----- Records provided

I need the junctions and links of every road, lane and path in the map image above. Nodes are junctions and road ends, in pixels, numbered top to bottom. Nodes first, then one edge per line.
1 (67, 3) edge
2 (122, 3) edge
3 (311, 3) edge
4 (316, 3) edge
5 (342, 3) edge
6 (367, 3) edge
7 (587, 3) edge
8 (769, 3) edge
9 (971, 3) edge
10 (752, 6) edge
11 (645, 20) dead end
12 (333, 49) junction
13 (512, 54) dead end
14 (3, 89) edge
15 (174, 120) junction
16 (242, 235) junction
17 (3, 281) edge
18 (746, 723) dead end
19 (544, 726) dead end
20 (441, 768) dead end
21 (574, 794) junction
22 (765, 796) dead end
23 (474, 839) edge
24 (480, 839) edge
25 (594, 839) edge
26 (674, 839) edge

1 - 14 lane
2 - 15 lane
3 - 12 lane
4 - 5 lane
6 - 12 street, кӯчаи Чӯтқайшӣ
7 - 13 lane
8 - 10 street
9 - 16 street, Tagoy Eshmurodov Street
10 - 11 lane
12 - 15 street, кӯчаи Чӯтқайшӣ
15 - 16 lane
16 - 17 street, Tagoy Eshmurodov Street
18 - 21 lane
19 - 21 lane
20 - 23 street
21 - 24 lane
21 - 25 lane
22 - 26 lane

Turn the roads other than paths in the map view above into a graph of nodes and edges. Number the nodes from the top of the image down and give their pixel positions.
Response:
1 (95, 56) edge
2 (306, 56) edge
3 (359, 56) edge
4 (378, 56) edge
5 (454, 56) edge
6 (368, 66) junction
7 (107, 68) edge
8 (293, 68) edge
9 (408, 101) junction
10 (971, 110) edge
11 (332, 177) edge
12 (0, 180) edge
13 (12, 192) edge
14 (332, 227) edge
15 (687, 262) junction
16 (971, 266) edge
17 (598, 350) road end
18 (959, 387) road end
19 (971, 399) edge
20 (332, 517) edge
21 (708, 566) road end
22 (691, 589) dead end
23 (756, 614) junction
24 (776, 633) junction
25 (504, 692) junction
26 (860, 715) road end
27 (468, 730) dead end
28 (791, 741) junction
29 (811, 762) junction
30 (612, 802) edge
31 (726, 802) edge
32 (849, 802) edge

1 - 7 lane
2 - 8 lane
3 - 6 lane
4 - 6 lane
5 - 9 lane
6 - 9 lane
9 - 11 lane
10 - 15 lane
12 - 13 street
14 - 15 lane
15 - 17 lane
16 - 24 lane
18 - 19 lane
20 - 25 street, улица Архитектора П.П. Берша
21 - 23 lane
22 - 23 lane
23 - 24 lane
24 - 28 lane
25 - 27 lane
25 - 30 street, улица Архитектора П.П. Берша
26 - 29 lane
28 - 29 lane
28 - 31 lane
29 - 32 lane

----------

What to produce: In the records above, find every line that contains the word "улица" and copy it.

Answer:
20 - 25 street, улица Архитектора П.П. Берша
25 - 30 street, улица Архитектора П.П. Берша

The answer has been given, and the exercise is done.